Durante años, soñé con el día en que mi esposo entregaría su vida a Cristo y sería sepultado en las aguas bautismales. Ahora, estoy terriblemente triste; ahora, derramo lágrimas con el sentido interior de que es demasiado tarde para que eso suceda. Tal vez, podamos hablar con él acerca de la necesidad de ser bautizado. Pero a esta altura, ya no sabe lo que significa “morir” ni podría saber lo que implica la “resurrección”. En ese caso, mi despedazado corazón experimentaría una falsa victoria. Sé que la relación con Jesús es el principal factor de salvación. Pero, no tiene eso. ¿O lo tiene? No lo puedo decir; no soy el Juez.

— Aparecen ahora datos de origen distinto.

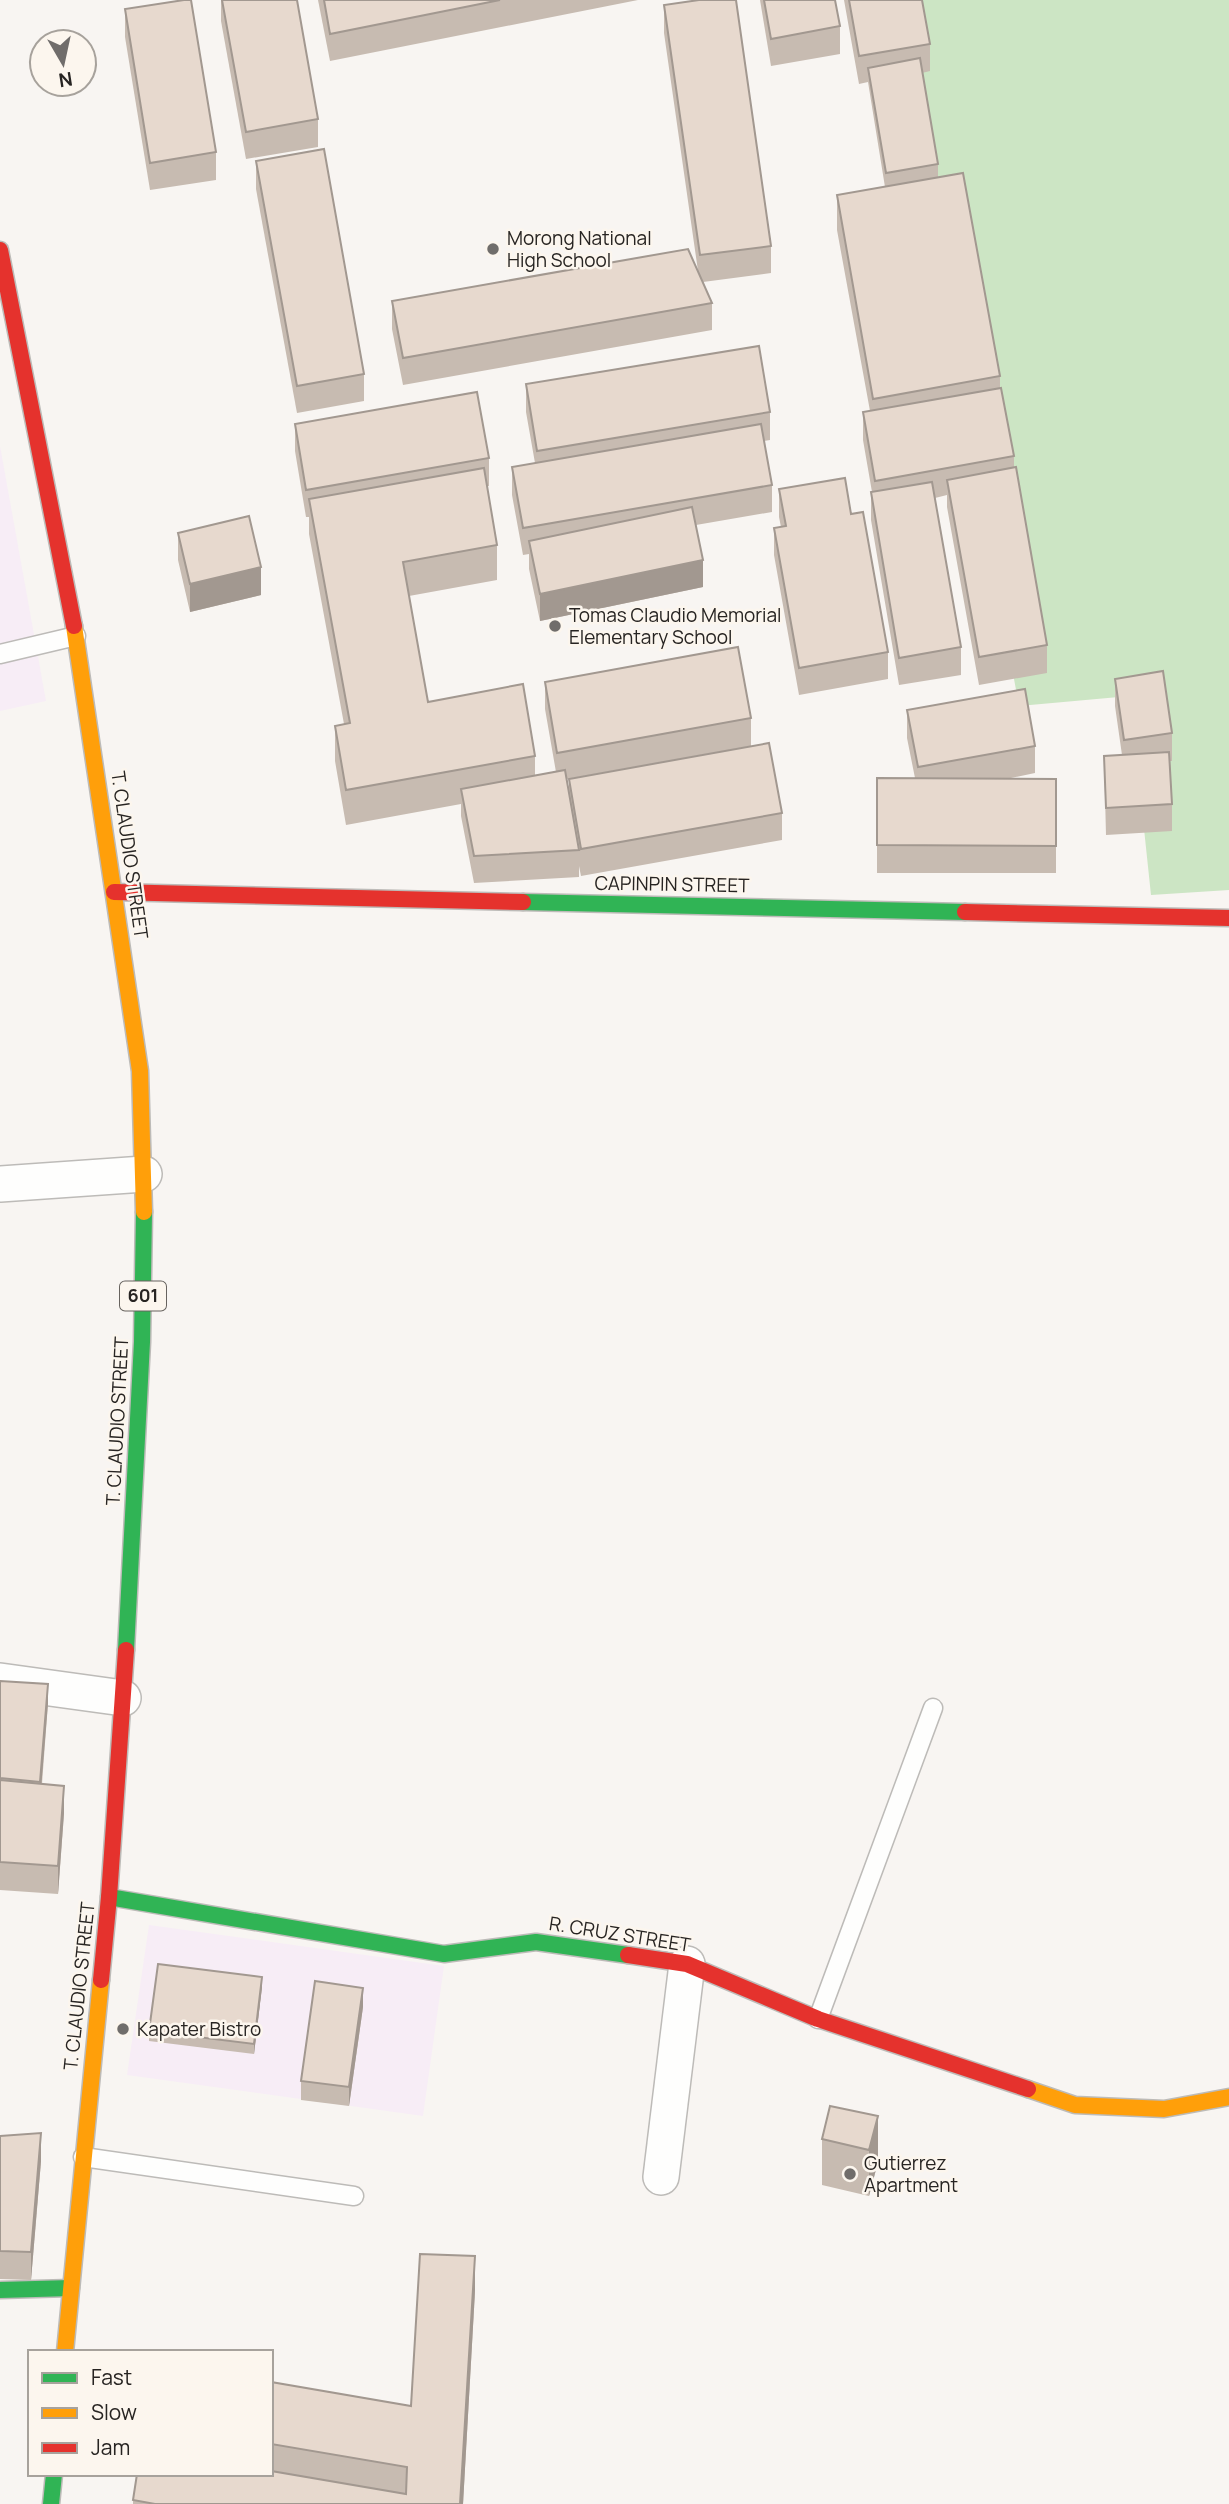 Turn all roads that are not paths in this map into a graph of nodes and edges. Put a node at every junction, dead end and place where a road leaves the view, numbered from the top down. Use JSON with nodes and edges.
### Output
{"nodes":[{"id":1,"x":1,"y":255,"type":"edge"},
{"id":2,"x":76,"y":636,"type":"junction"},
{"id":3,"x":0,"y":654,"type":"edge"},
{"id":4,"x":114,"y":892,"type":"junction"},
{"id":5,"x":1229,"y":918,"type":"edge"},
{"id":6,"x":144,"y":1174,"type":"junction"},
{"id":7,"x":0,"y":1184,"type":"edge"},
{"id":8,"x":0,"y":1681,"type":"edge"},
{"id":9,"x":123,"y":1698,"type":"junction"},
{"id":10,"x":933,"y":1708,"type":"dead end"},
{"id":11,"x":109,"y":1897,"type":"junction"},
{"id":12,"x":687,"y":1964,"type":"junction"},
{"id":13,"x":818,"y":2020,"type":"junction"},
{"id":14,"x":1229,"y":2097,"type":"edge"},
{"id":15,"x":83,"y":2157,"type":"junction"},
{"id":16,"x":661,"y":2177,"type":"dead end"},
{"id":17,"x":354,"y":2196,"type":"dead end"},
{"id":18,"x":71,"y":2288,"type":"junction"},
{"id":19,"x":0,"y":2290,"type":"edge"},
{"id":20,"x":65,"y":2350,"type":"edge"},
{"id":21,"x":54,"y":2476,"type":"edge"},
{"id":22,"x":51,"y":2504,"type":"edge"}],
"edges":[{"from":1,"to":2,"type":"street","name":"T. CLAUDIO STREET","number":"601"},
{"from":2,"to":3,"type":"lane"},
{"from":2,"to":4,"type":"street","name":"T. CLAUDIO STREET","number":"601"},
{"from":4,"to":5,"type":"street","name":"CAPINPIN STREET"},
{"from":4,"to":6,"type":"street","name":"T. CLAUDIO STREET","number":"601"},
{"from":6,"to":7,"type":"street"},
{"from":6,"to":9,"type":"street","name":"T. CLAUDIO STREET","number":"601"},
{"from":8,"to":9,"type":"street"},
{"from":9,"to":11,"type":"street","name":"T. CLAUDIO STREET","number":"601"},
{"from":10,"to":13,"type":"lane"},
{"from":11,"to":12,"type":"street","name":"R. CRUZ STREET"},
{"from":11,"to":15,"type":"street","name":"T. CLAUDIO STREET","number":"601"},
{"from":12,"to":13,"type":"street","name":"R. CRUZ STREET"},
{"from":12,"to":16,"type":"street"},
{"from":13,"to":14,"type":"street","name":"R. CRUZ STREET"},
{"from":15,"to":17,"type":"lane"},
{"from":15,"to":18,"type":"street","name":"T. CLAUDIO STREET","number":"601"},
{"from":18,"to":19,"type":"street"},
{"from":18,"to":20,"type":"street","name":"T. CLAUDIO STREET","number":"601"},
{"from":21,"to":22,"type":"street"}]}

“Señor, tu Espíritu Santo nos abrió una ventana de oportunidad cuando colocaste en el corazón de mi esposo el deseo de ser bautizado. En sí mismo, eso fue un milagro. ¿Por qué no apareció el pastor? ¿Por qué no agilizó el proceso? Pero, eres el Dios de los milagros, y puedes hacer otro milagro: dar una vislumbre de tu Trono.

“Padre querido, confío la eternidad de mi esposo a un Dios omnisciente, todopoderoso y amoroso. Sabes cuándo, dónde y cómo, o si hubo alguna chispa de lucidez en la mente de mi esposo, a través de la que pudo escuchar tu promesa: ‘Querido hijo, estarás conmigo en el paraíso’.

“Por favor, Señor, escucha el grito de mi corazón”.